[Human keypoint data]
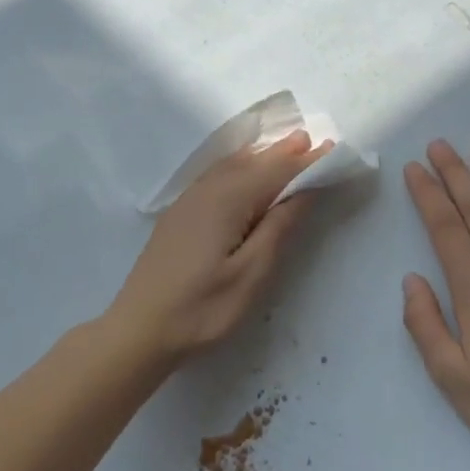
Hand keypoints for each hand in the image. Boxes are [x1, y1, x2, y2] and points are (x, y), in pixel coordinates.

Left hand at [107, 131, 327, 363]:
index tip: (331, 150)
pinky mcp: (178, 215)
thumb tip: (303, 192)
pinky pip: (215, 176)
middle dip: (282, 153)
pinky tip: (241, 172)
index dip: (304, 162)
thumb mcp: (250, 275)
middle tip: (309, 140)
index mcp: (227, 201)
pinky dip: (237, 167)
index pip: (275, 172)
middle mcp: (206, 191)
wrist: (139, 330)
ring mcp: (187, 202)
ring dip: (259, 158)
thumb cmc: (202, 309)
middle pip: (251, 163)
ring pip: (230, 167)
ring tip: (283, 149)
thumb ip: (278, 228)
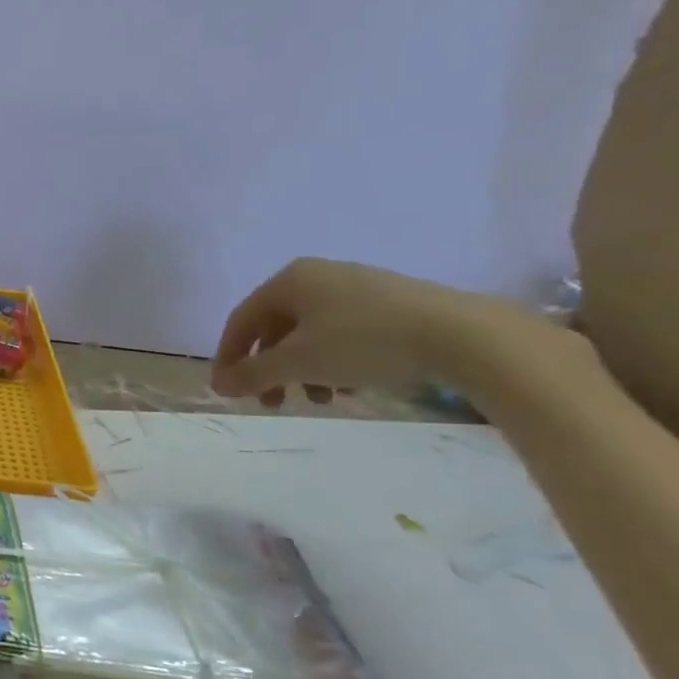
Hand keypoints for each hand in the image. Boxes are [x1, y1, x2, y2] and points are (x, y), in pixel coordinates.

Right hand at [211, 258, 519, 406]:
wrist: (461, 334)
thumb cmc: (362, 341)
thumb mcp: (298, 362)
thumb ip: (251, 374)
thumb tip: (218, 385)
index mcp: (288, 280)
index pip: (240, 321)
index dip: (228, 358)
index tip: (227, 391)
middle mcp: (317, 276)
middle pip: (275, 329)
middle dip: (270, 370)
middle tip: (272, 402)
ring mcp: (356, 288)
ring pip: (310, 335)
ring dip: (302, 371)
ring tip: (319, 400)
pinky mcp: (390, 304)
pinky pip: (343, 334)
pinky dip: (334, 363)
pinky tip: (351, 387)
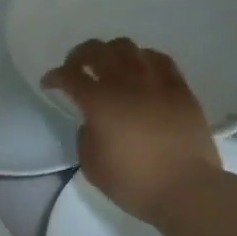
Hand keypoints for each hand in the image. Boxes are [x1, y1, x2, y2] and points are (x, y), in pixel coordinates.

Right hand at [42, 38, 222, 225]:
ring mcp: (155, 81)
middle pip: (96, 50)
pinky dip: (143, 58)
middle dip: (79, 55)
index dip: (54, 76)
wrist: (186, 188)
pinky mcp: (179, 87)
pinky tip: (142, 69)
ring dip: (111, 53)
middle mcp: (124, 82)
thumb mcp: (92, 165)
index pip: (69, 75)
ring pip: (127, 47)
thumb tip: (93, 122)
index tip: (50, 83)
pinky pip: (159, 59)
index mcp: (99, 102)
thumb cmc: (135, 182)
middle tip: (76, 67)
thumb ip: (85, 136)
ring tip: (110, 66)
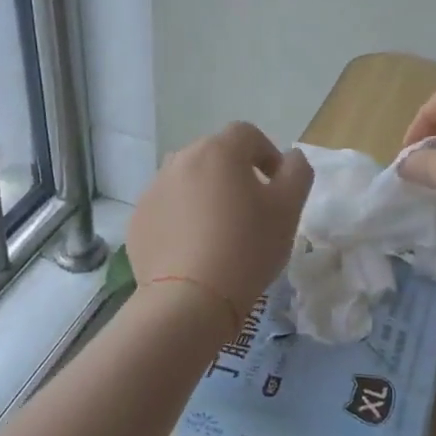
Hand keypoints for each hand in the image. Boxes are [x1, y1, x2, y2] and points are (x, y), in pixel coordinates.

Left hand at [129, 122, 313, 321]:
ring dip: (207, 195)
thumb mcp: (289, 208)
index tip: (276, 187)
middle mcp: (180, 160)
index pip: (247, 134)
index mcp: (219, 151)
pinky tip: (195, 250)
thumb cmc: (247, 248)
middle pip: (215, 156)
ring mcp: (153, 190)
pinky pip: (168, 209)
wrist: (189, 300)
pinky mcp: (137, 220)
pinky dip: (182, 219)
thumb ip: (297, 172)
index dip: (267, 154)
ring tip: (220, 232)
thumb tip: (289, 158)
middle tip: (251, 212)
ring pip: (189, 181)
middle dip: (235, 175)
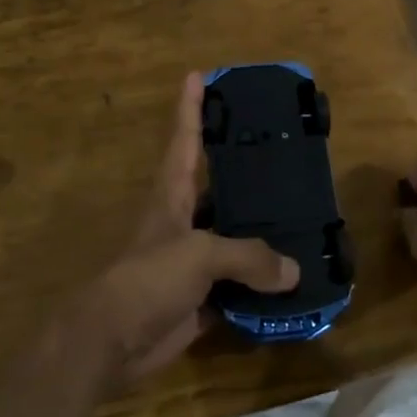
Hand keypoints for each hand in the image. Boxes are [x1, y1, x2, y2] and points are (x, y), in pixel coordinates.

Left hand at [75, 73, 298, 392]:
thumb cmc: (148, 279)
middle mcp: (184, 221)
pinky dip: (263, 284)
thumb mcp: (199, 254)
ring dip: (263, 231)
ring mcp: (192, 261)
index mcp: (173, 195)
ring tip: (304, 214)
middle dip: (246, 170)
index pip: (183, 139)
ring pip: (234, 238)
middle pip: (218, 187)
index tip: (199, 74)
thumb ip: (248, 256)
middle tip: (284, 151)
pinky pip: (240, 285)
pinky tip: (294, 278)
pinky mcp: (201, 298)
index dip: (190, 107)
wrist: (112, 342)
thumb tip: (294, 271)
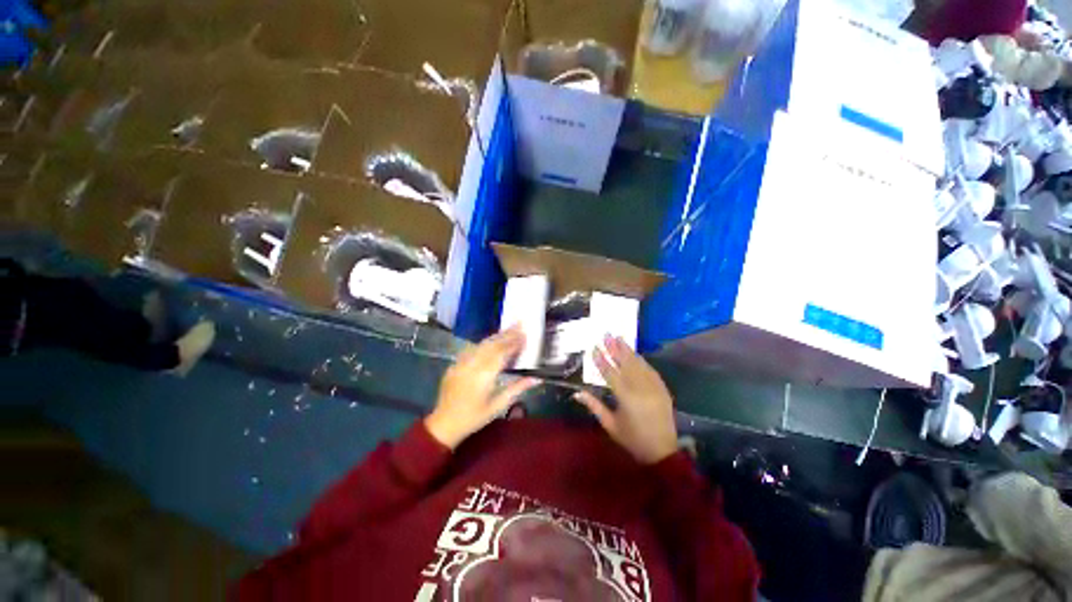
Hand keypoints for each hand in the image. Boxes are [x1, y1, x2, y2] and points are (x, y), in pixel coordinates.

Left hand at [425, 326, 539, 448]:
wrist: (444, 424)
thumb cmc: (474, 417)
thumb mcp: (498, 405)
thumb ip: (517, 388)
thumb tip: (536, 378)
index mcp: (484, 375)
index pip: (502, 353)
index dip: (514, 342)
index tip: (525, 334)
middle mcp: (472, 365)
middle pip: (492, 344)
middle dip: (507, 333)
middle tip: (519, 323)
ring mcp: (461, 363)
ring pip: (481, 344)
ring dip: (496, 336)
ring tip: (508, 329)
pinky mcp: (454, 365)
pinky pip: (471, 349)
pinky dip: (483, 343)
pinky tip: (490, 341)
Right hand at [574, 335, 677, 464]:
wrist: (663, 451)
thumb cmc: (632, 439)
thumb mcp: (610, 425)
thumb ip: (594, 406)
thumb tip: (576, 393)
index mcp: (626, 398)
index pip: (610, 373)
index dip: (601, 360)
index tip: (593, 348)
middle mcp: (641, 388)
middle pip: (625, 363)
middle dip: (615, 348)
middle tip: (607, 335)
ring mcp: (654, 387)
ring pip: (639, 364)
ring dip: (628, 350)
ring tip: (619, 338)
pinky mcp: (662, 388)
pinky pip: (650, 370)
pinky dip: (641, 360)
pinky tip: (635, 353)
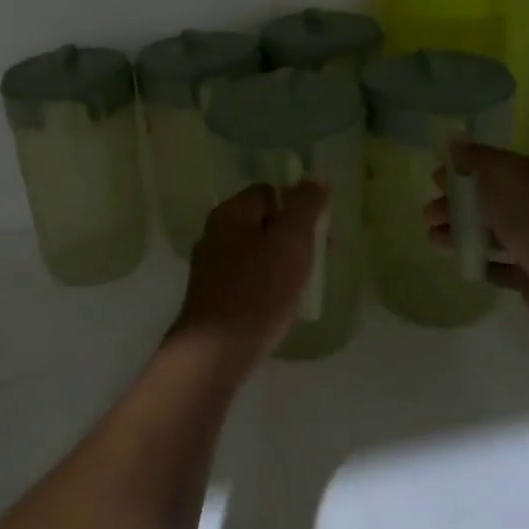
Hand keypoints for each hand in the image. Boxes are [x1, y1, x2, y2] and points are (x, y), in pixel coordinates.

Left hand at [173, 181, 330, 367]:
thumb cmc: (259, 290)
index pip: (269, 192)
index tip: (319, 231)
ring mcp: (209, 265)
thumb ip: (305, 206)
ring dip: (281, 261)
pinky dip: (265, 283)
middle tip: (318, 259)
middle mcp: (214, 232)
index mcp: (230, 213)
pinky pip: (245, 277)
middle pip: (261, 221)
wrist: (215, 351)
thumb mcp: (291, 242)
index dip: (297, 206)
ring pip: (254, 251)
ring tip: (303, 284)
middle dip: (293, 236)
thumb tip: (315, 178)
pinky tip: (279, 304)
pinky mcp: (210, 295)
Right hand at [425, 143, 528, 334]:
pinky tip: (462, 263)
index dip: (462, 169)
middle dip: (454, 205)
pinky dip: (481, 262)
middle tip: (428, 214)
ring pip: (489, 233)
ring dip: (460, 233)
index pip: (492, 166)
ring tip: (434, 241)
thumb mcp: (502, 176)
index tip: (434, 178)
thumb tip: (455, 142)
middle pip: (487, 200)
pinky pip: (500, 266)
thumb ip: (476, 158)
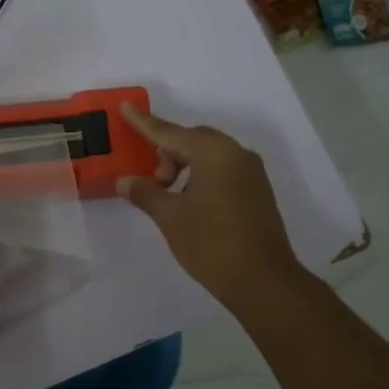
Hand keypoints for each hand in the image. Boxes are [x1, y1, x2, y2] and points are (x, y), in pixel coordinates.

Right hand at [116, 104, 306, 306]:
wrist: (263, 281)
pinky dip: (200, 177)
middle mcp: (236, 154)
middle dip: (166, 154)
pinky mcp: (257, 192)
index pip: (170, 133)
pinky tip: (189, 203)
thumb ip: (146, 193)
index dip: (144, 123)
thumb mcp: (170, 217)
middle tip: (152, 182)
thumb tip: (126, 181)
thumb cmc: (211, 243)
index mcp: (214, 153)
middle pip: (191, 141)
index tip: (125, 107)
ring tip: (168, 198)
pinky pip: (222, 171)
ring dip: (183, 167)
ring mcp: (251, 173)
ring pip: (208, 156)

- _PROBLEM_:
With the pictures omitted, the records above are to be repeated exactly.

- _SOLVED PROBLEM_:
Hand keypoints for each hand in the image. Boxes are [x1, y1, x2, y2] and points are (x, y), in pixel coordinates.

Left hand at [107, 131, 327, 363]:
index tip: (331, 150)
pinky mcp: (178, 215)
thumb tip: (303, 192)
pinky pip: (215, 176)
middle dip: (282, 153)
pinky tip: (241, 172)
index dip: (304, 162)
thumb mcp: (250, 275)
middle tip: (309, 140)
index mcp: (227, 201)
pinky dip: (237, 167)
index pip: (275, 172)
middle mcp: (206, 191)
wrist: (139, 330)
ring mcp: (187, 202)
ring dip: (259, 158)
thumb cmc: (202, 309)
middle pip: (251, 163)
ring pip: (230, 167)
ring tip: (283, 149)
thumb ip: (278, 228)
Hand keypoints for each hand in the image. Boxes are [x1, y1, x2, y2] and points are (x, y), in pixel coordinates.

Right hand at [211, 258, 519, 406]:
wrist: (461, 334)
thumb cmc: (362, 341)
thumb mcp: (298, 362)
thumb ip: (251, 374)
thumb tip: (218, 385)
index mcp: (288, 280)
index pip: (240, 321)
index dip: (228, 358)
index tip: (227, 391)
middle mcp: (317, 276)
middle pip: (275, 329)
middle dip: (270, 370)
middle tip: (272, 402)
ring mcp: (356, 288)
ring pip: (310, 335)
ring dip: (302, 371)
ring tip: (319, 400)
pinky mcp: (390, 304)
pinky pip: (343, 334)
pinky dip: (334, 363)
pinky tip: (351, 387)
Hand keypoints for each hand in the image. Boxes are [x1, y1, x2, y2] and points are (x, y), in pixel coordinates.

Right hand at [42, 38, 222, 225]:
ring mcp: (155, 81)
middle pip: (96, 50)
pinky dip: (143, 58)
middle dip: (79, 55)
index dip: (54, 76)
wrist: (186, 188)
pinky mcp: (179, 87)
pinky tip: (142, 69)
ring dip: (111, 53)
middle mcp: (124, 82)
thumb mcp: (92, 165)
index pip: (69, 75)
ring pip: (127, 47)
thumb tip: (93, 122)
index tip: (50, 83)
pinky pip: (159, 59)
index mcp: (99, 102)
thumb cmc: (135, 182)
middle tip: (76, 67)
thumb ip: (85, 136)
ring tip: (110, 66)
Hand keypoints for each hand in the image. Boxes are [x1, y1, x2, y2] and points are (x, y), in pixel coordinates.

Left hand at [129, 122, 313, 321]:
ring dip: (207, 195)
thumb mcp: (289, 208)
index tip: (276, 187)
middle mcp: (180, 160)
index pip: (247, 134)
index mcp: (219, 151)
pinky tip: (195, 250)
thumb cmc: (247, 248)
middle pip: (215, 156)
ring mcp: (153, 190)
pinky pip: (168, 209)
wrist: (189, 300)
pinky mcp: (137, 220)
pinky dip: (182, 219)
thumb ip: (297, 172)
index dip: (267, 154)
ring tip: (220, 232)
thumb tip: (289, 158)
middle tip: (251, 212)
ring pip: (189, 181)
middle dip: (235, 175)
Hand keypoints for each hand in the image. Boxes are [x1, y1, x2, y2] and points are (x, y), in pixel coordinates.

Left hand at [75, 73, 298, 392]:
thumb cmc: (148, 279)
middle mcp: (184, 221)
pinky dip: (263, 284)
thumb mcp: (199, 254)
ring dip: (263, 231)
ring mcp: (192, 261)
index mcp: (173, 195)
ring tip: (304, 214)
middle dip: (246, 170)
index pip: (183, 139)
ring pip: (234, 238)
middle pip: (218, 187)
index tip: (199, 74)
thumb ip: (248, 256)
middle tip: (284, 151)
pinky pip: (240, 285)
pinky tip: (294, 278)
pinky mcp: (201, 298)
index dip: (190, 107)
wrist: (112, 342)
thumb tip: (294, 271)
Hand keypoints for each hand in the image. Boxes are [x1, y1, x2, y2] and points are (x, y), in pixel coordinates.

Left hand at [425, 326, 539, 448]:
wrist: (444, 424)
thumb cmc: (474, 417)
thumb mcp: (498, 405)
thumb ip: (517, 388)
thumb tip: (536, 378)
index mcp: (484, 375)
index pip: (502, 353)
index dip: (514, 342)
index tip: (525, 334)
middle mcp: (472, 365)
middle pip: (492, 344)
middle dip: (507, 333)
middle tip: (519, 323)
ring mcp: (461, 363)
ring pip: (481, 344)
ring dip: (496, 336)
ring tip: (508, 329)
pinky mcp: (454, 365)
pinky pip: (471, 349)
pinky dip: (483, 343)
pinky tip: (490, 341)
Right hand at [574, 335, 677, 464]:
wrist: (663, 451)
thumb cmc: (632, 439)
thumb mcp: (610, 425)
thumb ip: (594, 406)
thumb tip: (576, 393)
index mcp: (626, 398)
index pip: (610, 373)
index dip: (601, 360)
index tip: (593, 348)
middle mcp: (641, 388)
middle pip: (625, 363)
middle dip: (615, 348)
middle tip: (607, 335)
ring mcp: (654, 387)
ring pip: (639, 364)
ring dip: (628, 350)
ring tip: (619, 338)
pinky mcp: (662, 388)
pinky pip: (650, 370)
pinky dip: (641, 360)
pinky tip: (635, 353)
Hand keypoints for each hand in the image. Boxes are [x1, y1, x2, y2] and points are (x, y), in pixel coordinates.

Left hand at [173, 181, 330, 367]:
thumb cmc: (259, 290)
index pip: (269, 192)
index tip: (319, 231)
ring mcp: (209, 265)
thumb ip: (305, 206)
ring dip: (281, 261)
pinky dip: (265, 283)
middle tip: (318, 259)
middle mcp: (214, 232)
index mcp: (230, 213)
pinky pip: (245, 277)
middle pip: (261, 221)
wrist: (215, 351)
thumb mcp: (291, 242)
index dip: (297, 206)
ring pip: (254, 251)
ring tip: (303, 284)
middle dip: (293, 236)
thumb tip: (315, 178)
pinky tip: (279, 304)
pinky mcp: (210, 295)
Right hand at [425, 143, 528, 334]:
pinky tip: (462, 263)
index dip: (462, 169)
middle dip: (454, 205)
pinky dip: (481, 262)
middle tip: (428, 214)
ring pip: (489, 233)
ring dip: (460, 233)
index pip: (492, 166)
ring tip: (434, 241)
thumb mcp: (502, 176)
index tip: (434, 178)
thumb tip: (455, 142)
middle pip: (487, 200)
pinky pip: (500, 266)
thumb ip: (476, 158)
Hand keypoints for each hand in the image. Boxes are [x1, y1, x2, y2] and points are (x, y), in pixel coordinates.

Right hand at [116, 104, 306, 306]:
wrist: (263, 281)
pinky dip: (200, 177)
middle mcp: (236, 154)
middle dip: (166, 154)
pinky mcp: (257, 192)
index pip: (170, 133)
pinky tip: (189, 203)
thumb ip: (146, 193)
index dip: (144, 123)
thumb mcp: (170, 217)
middle tip: (152, 182)
thumb tip: (126, 181)
thumb cmc: (211, 243)
index mcp: (214, 153)
middle pip: (191, 141)
index tip: (125, 107)
ring tip: (168, 198)
pinky pip: (222, 171)
ring dip: (183, 167)
ring mcp: (251, 173)
ring pip: (208, 156)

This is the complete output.